Whenever I went to my cousin’s house for holidays, we’d play Fuzion Frenzy, Xbox’s very aughts version of Mario Party. The game (whose soundtrack is still inexplicably burned into my brain) featured several playable characters, and I’d always fight tooth-and-nail to ensure I got one of the three girls: Jet, Naomi, or Geena.

At first, I thought it was because I wanted to feel represented while playing an assortment of minigames set in the near future where “the city is a battleground where you compete against your friends.” But eventually, I realised it was because I had crushes on them — and now in my thirties, I know that they each represented my “type” of woman.

Geena’s white cropped tank top, baggy blue pants, and more butch attitude reminds me of all the New York girls I’ve fallen for. Naomi’s flirtatiousness and matching set is the woman I’d let cut me in line at the bathroom at Elsewhere. And Jet’s fuchsia catsuit and devil-may-care attitude is the girl whose roller derby games I diligently attended.

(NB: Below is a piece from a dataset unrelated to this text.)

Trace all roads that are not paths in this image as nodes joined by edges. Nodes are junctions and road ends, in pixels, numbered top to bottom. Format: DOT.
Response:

Kaiden Alenko, Mass Effect Trilogy

Screenshot: BioWare / Kotaku
Screenshot: BioWare / Kotaku

Realising I was gay thanks to Mass Effect was a process of elimination. The original game, stuck in its very heteronormative ways that BioWare tried to justify, only had two love interests for male Commander Shepard. Ashley Williams, the space racist whomst loved the lord, and Liara, the naive and perhaps obsessive scientist. I played that first game so many times before Mass Effect 2 launched, and as I sorted through what my canon playthrough would be to transfer to the next game, and while I did the space war crimes and the politicking, deciding who my Shepard’s love interest would be was a separate issue.

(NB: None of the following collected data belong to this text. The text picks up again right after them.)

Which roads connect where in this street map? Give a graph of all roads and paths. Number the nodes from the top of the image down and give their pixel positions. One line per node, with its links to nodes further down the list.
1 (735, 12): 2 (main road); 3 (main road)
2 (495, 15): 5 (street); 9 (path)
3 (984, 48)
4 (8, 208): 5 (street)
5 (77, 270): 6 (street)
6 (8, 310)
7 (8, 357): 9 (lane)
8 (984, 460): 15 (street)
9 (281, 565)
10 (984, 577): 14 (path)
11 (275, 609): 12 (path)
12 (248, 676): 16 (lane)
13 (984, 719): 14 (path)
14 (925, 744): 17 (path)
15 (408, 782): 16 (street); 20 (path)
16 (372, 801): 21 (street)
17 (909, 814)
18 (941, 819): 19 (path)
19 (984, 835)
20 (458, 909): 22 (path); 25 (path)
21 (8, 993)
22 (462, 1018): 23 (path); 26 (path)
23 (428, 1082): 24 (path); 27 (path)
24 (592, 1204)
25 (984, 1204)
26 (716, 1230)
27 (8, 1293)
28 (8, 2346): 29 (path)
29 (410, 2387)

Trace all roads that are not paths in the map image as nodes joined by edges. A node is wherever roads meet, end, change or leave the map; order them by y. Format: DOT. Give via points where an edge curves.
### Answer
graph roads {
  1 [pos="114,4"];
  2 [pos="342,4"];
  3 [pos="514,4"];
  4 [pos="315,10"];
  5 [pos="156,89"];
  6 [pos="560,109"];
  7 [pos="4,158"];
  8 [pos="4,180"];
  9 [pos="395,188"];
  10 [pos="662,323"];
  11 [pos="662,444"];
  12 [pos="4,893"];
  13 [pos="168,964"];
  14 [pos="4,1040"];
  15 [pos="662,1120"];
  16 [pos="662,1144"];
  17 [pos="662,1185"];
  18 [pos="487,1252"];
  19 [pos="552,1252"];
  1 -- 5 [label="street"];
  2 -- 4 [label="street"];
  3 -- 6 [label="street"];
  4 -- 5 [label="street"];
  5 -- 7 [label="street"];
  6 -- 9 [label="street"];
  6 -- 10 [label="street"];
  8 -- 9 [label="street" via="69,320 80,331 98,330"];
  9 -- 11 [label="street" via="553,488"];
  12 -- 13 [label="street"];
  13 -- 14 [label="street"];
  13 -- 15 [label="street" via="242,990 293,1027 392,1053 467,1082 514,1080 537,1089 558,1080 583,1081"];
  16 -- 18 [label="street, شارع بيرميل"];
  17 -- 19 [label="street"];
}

Eventually, when you realise you are not interested in the ladies in the room, your brain does the Scott Pilgrim vs. The World gag of switching a flip in your brain and getting it. Then, I started looking at Kaidan Alenko, and while my Shepard and Kaidan wouldn’t be allowed to enter a romantic relationship until Mass Effect 3, you bet your arse I played every moment of the first two games with that framing in mind.

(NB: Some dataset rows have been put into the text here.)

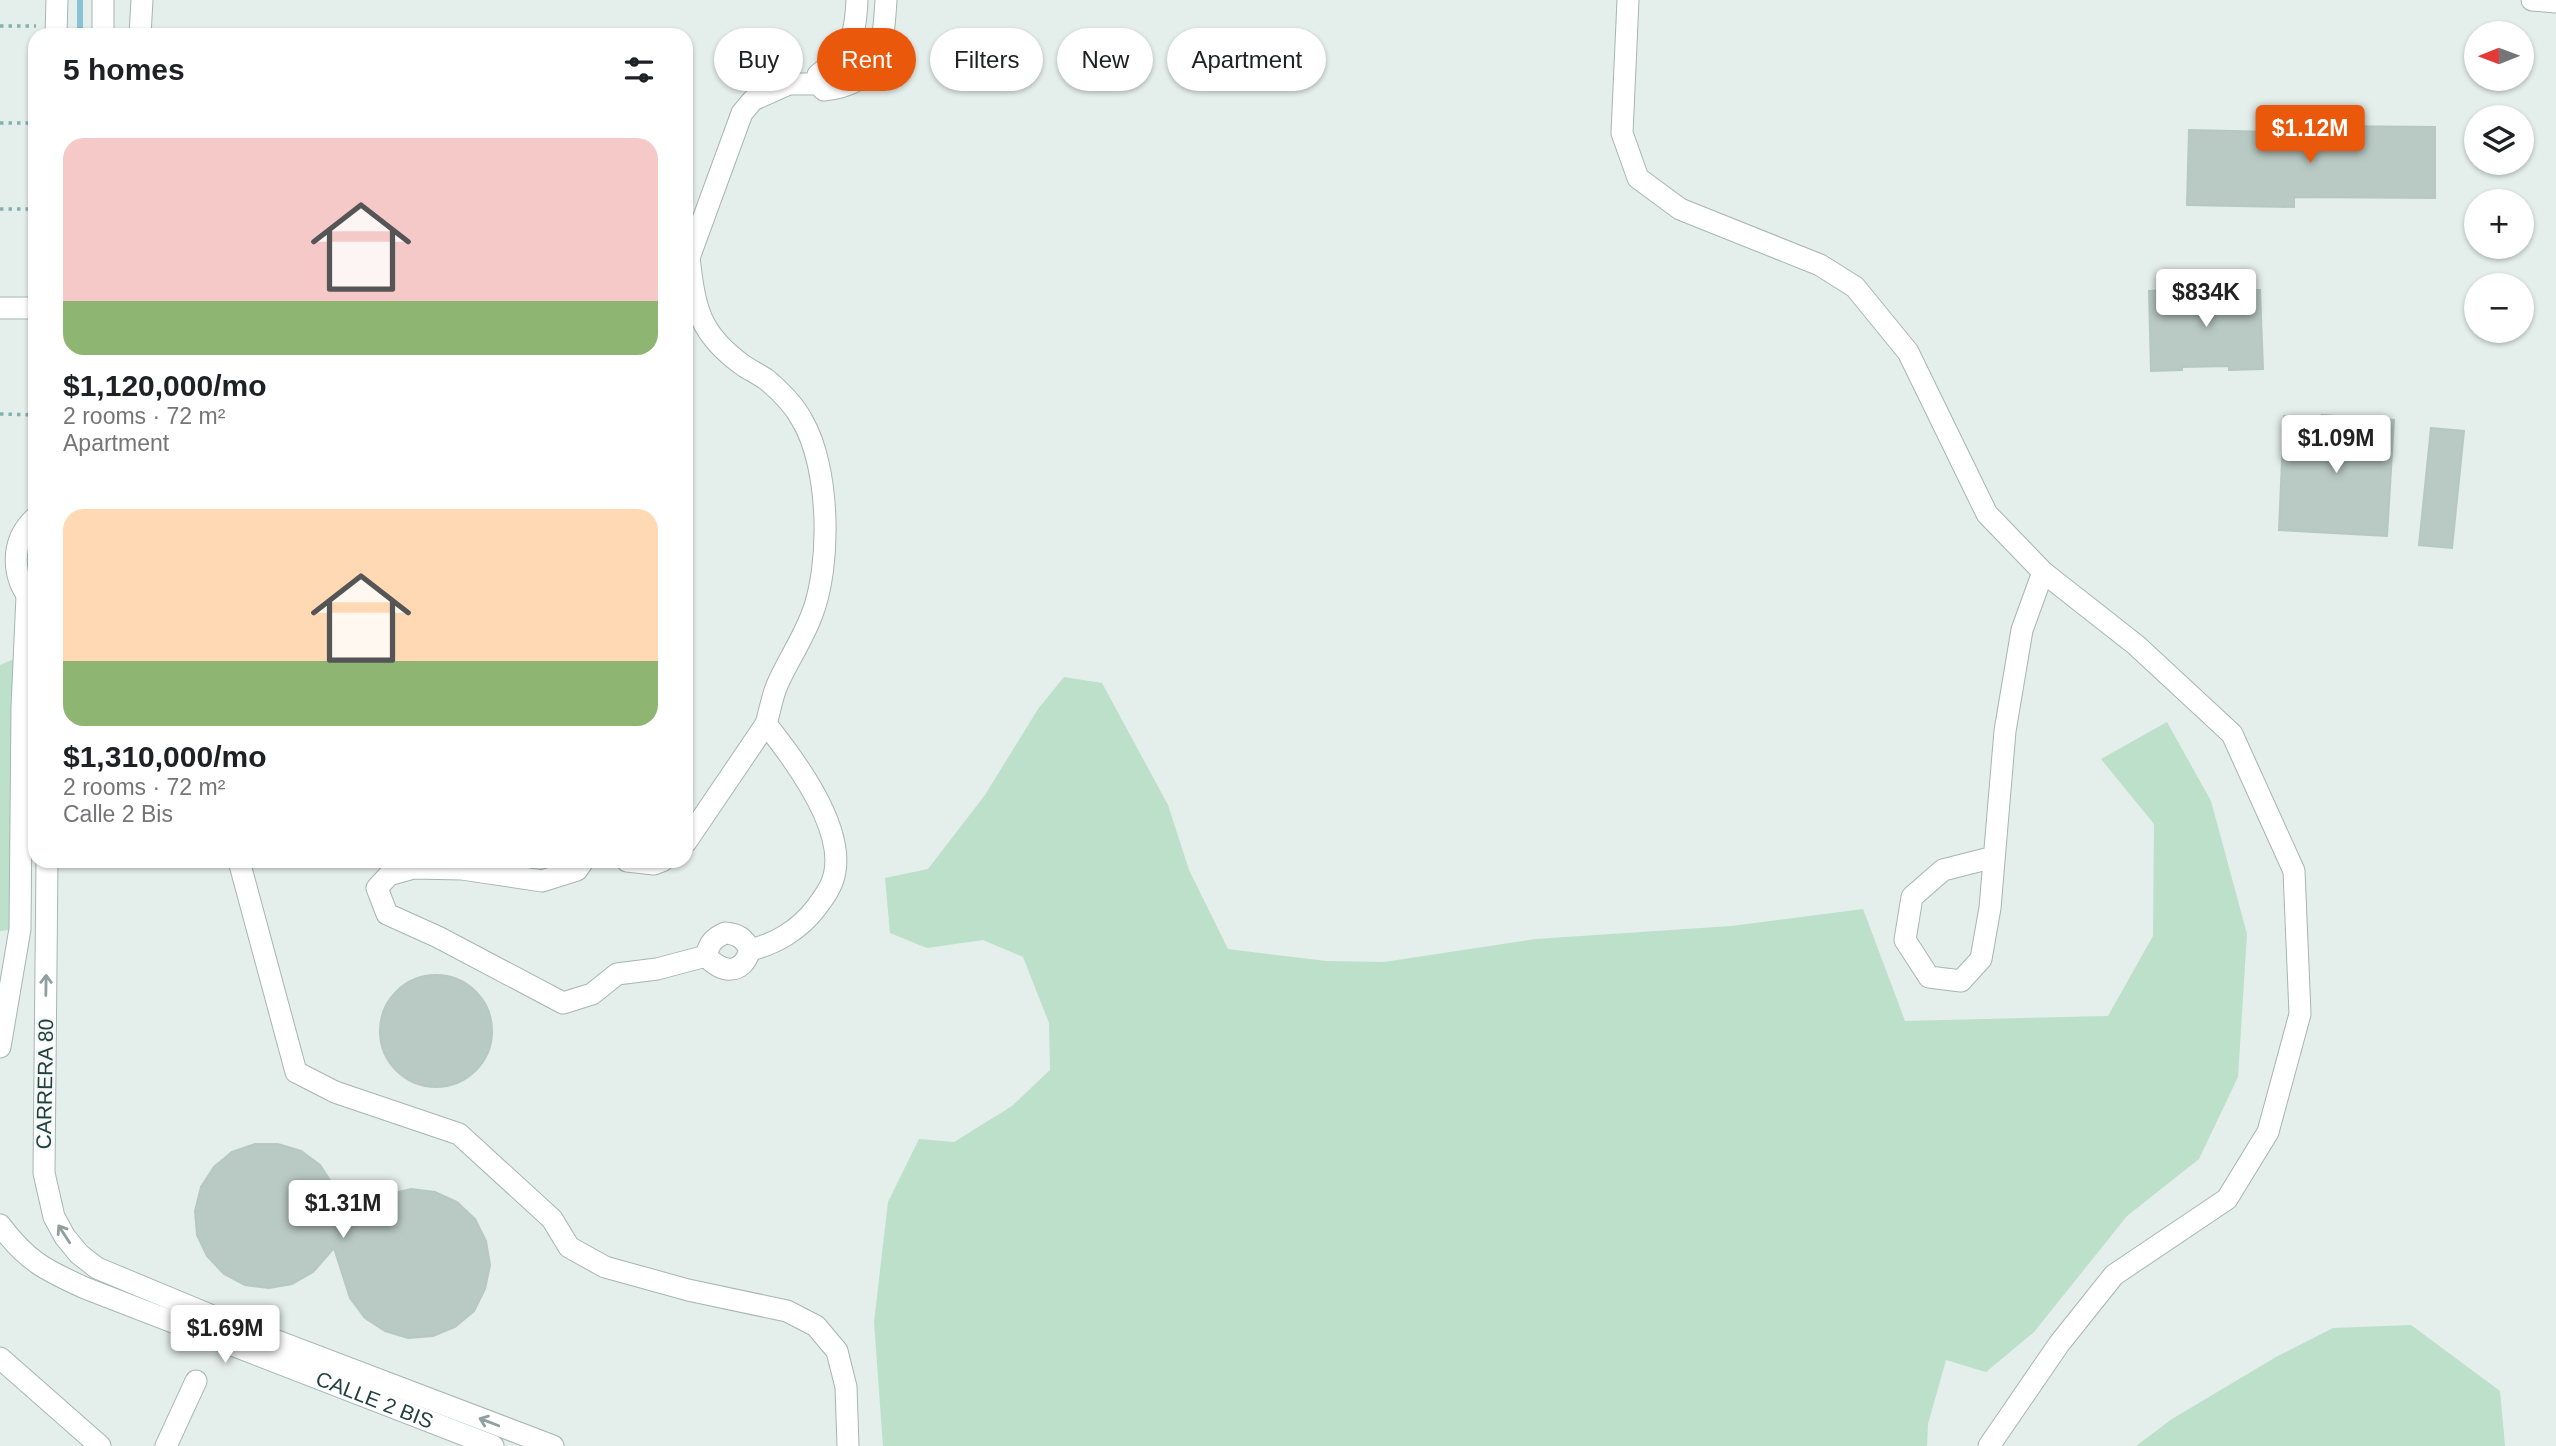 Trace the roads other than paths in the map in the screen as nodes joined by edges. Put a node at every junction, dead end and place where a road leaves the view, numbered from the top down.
1 (57, 0) edge
2 (103, 0) edge
3 (142, 0) edge
4 (857, 0) edge
5 (886, 0) edge
6 (1628, 0) edge
7 (2532, 0) edge
8 (2556, 2) edge
9 (56, 28) edge
10 (103, 28) edge
11 (140, 28) edge
12 (855, 28) edge
13 (884, 28) edge
14 (817, 84) edge
15 (693, 248) edge
16 (693, 286) edge
17 (0, 308) edge
18 (28, 308) edge
19 (28, 523) edge
20 (28, 527) edge
21 (0, 537) edge
22 (0, 566) edge
23 (2043, 572) junction
24 (27, 594) edge
25 (766, 724) junction
26 (693, 832) edge
27 (1994, 857) junction
28 (47, 868) edge
29 (241, 868) edge
30 (414, 868) edge
31 (414, 868) edge
32 (578, 868) edge
33 (750, 950) junction
34 (706, 956) junction
35 (0, 1047) edge
36 (0, 1225) edge
37 (116, 1277) joint
38 (0, 1358) edge
39 (196, 1381) dead end
40 (100, 1446) edge
41 (166, 1446) edge
42 (493, 1446) edge
43 (552, 1446) edge
44 (848, 1446) edge
45 (1989, 1446) edge

1 - 9 street
2 - 10 street
3 - 11 street
4 - 12 street
5 - 13 street
6 - 23 street
7 - 8 street
14 - 15 street
16 - 25 street
17 - 18 street
19 - 21 street
20 - 24 street, CARRERA 80
22 - 24 street
23 - 27 street
23 - 45 street
24 - 35 street, CARRERA 80
25 - 26 street
25 - 33 street
27 - 27 street
37 -> 28 street, CARRERA 80
29 - 44 street
30 - 32 street
31 - 34 street
33 - 34 street
33 - 34 street
36 - 42 street, CALLE 2 BIS
43 -> 37 street, CALLE 2 BIS
38 - 40 street
39 - 41 street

My Shepard was a hardened renegade with a soft spot for the soft-spoken, sensitive soul of the Normandy, who is also ripped and has a tragic, tortured backstory but overcame it. I love an “I can fix him” story, but it’s nice to have a guy who fixed himself. Now I’m the problem in the relationship, and I think that’s beautiful. — Kenneth Shepard, staff writer

Chris Redfield, Resident Evil

Image: Capcom
Image: Capcom

For Sikh media and games critic Veerender Singh Jubbal, Resident Evil’s Chris Redfield was something of an awakening.

“Chris Redfield in Resident Evil 5 allowed me to understand my bisexuality moreso. His design was so different than previous iterations, and that large muscle-bound hunk was something I was attracted to. I loved the game series already, but that design was something I remember talking about to classmates…saying ‘Yeah — he has huge muscles in that trailer,’ [with] enthusiasm as something I was looking forward to,” Veerender wrote in a Twitter DM.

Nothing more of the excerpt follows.